According to Wade and Tavris (2011), some of these secondary data sources contradict each other, and this undermines the validity of the information cited from them as readers are not sure which source to trust. Roediger and Bergman, (1998), have not indicated any of their original research in their critic of Alpert, Brown, and Courtois (1998) publication. Finally, there is a need to engage this APA report further as it seems it has not generated much interest by clinical psychologists as established by Roediger and Bergman.

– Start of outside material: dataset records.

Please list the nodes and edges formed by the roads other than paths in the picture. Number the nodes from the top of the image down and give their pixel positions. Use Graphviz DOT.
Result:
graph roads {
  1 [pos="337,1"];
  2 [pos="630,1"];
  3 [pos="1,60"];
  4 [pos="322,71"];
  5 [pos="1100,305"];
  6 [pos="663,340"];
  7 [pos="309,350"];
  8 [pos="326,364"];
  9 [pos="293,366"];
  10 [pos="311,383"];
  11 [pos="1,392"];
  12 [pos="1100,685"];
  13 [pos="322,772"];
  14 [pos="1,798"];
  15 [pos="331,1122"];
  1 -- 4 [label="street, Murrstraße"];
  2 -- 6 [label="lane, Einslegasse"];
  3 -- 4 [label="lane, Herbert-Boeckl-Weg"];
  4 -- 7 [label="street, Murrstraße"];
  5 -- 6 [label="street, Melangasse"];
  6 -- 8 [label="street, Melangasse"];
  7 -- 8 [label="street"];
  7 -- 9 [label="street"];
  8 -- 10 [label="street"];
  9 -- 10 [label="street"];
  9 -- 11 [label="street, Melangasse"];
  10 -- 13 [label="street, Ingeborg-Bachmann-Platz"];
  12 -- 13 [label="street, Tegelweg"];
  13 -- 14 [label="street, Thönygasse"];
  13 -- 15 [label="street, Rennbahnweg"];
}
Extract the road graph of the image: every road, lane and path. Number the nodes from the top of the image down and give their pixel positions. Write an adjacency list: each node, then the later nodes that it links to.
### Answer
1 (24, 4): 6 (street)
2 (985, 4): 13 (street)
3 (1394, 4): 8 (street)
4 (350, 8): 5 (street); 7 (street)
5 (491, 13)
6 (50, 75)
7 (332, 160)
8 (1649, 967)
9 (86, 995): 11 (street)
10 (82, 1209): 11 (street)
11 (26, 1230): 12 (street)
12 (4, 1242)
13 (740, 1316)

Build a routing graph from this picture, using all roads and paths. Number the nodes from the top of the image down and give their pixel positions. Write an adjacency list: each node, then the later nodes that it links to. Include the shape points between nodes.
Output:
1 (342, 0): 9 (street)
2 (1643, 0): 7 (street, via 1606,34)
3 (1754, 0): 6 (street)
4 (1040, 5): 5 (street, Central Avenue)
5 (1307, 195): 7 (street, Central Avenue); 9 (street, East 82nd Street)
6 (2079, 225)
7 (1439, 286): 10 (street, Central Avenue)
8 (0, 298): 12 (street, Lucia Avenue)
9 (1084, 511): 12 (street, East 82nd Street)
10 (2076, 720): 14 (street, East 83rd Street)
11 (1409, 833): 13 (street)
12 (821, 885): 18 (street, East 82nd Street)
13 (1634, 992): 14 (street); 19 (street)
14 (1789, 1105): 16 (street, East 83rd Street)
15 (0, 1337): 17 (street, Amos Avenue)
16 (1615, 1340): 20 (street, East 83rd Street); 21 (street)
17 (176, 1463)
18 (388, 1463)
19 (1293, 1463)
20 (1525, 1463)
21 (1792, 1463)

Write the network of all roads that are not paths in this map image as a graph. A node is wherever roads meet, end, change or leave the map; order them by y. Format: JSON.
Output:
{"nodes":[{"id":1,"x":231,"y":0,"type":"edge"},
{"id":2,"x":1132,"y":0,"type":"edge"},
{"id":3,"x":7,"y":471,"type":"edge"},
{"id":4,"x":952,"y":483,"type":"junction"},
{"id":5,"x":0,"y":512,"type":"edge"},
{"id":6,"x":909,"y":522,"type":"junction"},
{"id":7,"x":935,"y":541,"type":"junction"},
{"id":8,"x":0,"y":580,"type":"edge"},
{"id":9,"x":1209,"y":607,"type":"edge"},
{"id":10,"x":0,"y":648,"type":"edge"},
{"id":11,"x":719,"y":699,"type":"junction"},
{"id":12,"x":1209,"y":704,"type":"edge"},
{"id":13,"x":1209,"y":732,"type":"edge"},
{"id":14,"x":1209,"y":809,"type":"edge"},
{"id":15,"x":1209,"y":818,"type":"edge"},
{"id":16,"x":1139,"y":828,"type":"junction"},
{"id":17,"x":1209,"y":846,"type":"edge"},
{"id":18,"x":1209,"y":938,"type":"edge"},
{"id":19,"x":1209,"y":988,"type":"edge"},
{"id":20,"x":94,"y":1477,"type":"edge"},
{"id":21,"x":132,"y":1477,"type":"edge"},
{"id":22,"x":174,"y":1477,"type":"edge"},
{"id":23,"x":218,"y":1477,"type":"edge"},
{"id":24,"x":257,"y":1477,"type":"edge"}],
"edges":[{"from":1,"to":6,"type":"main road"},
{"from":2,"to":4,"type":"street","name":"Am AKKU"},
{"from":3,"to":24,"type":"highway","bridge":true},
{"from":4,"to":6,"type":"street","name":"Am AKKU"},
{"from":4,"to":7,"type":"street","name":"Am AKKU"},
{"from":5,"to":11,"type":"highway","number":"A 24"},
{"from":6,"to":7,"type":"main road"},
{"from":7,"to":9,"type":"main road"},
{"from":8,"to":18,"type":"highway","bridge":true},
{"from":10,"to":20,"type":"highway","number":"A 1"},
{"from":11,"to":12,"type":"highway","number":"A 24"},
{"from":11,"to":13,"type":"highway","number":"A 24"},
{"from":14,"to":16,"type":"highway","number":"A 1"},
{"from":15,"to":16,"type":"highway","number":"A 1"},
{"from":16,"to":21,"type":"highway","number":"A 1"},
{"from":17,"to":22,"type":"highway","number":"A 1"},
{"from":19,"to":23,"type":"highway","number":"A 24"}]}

Research ideas inspired by the article
There is a need for future studies into the debate of implicit memory, directed forgetting paradigms, effects of repeated testing, and varied retrieval cues. There is also a need to further investigate literature on disassociation of traumatic memories in PTSD patients. There is also a need to investigate laboratory experiments further as this study shows more research has been channeled towards previous literature.
The use and potential impact of the research findings in the ‘real world’ lives of everyday people
The research findings recognize that the controversy over recovered memory is rife, and it needs more in-depth discussion by clinical psychologists as cases of memory recovery are on the rise among human populations.
References
Wade, C. and, Tavris, C. (2011). Invitation to psychology (5th ed). Boston. Pearson Publishing. Web.
Roediger, H. L. III, and Bergman, E, T. (1998), The controversy over Recovered memories. Psychology, Public Policy, and Law Copyright 1998 by the American Psychological Association, Inc. Web.
Terr, L. (1988). What happens to early memories of trauma? A study of twenty children under age five at the time of the documented traumatic events. Journal of the American Academy of Child and Adolescent Psychiatry, 27, 96-104. Web.
Alpert, J. L., Brown, L. S., & Courtois, C. A. (1998). Symptomatic clients and memories of childhood abuse: What the trauma and child sexual abuse literature tells us. Psychology, Public Policy, and Law, 4, 941—995. Web.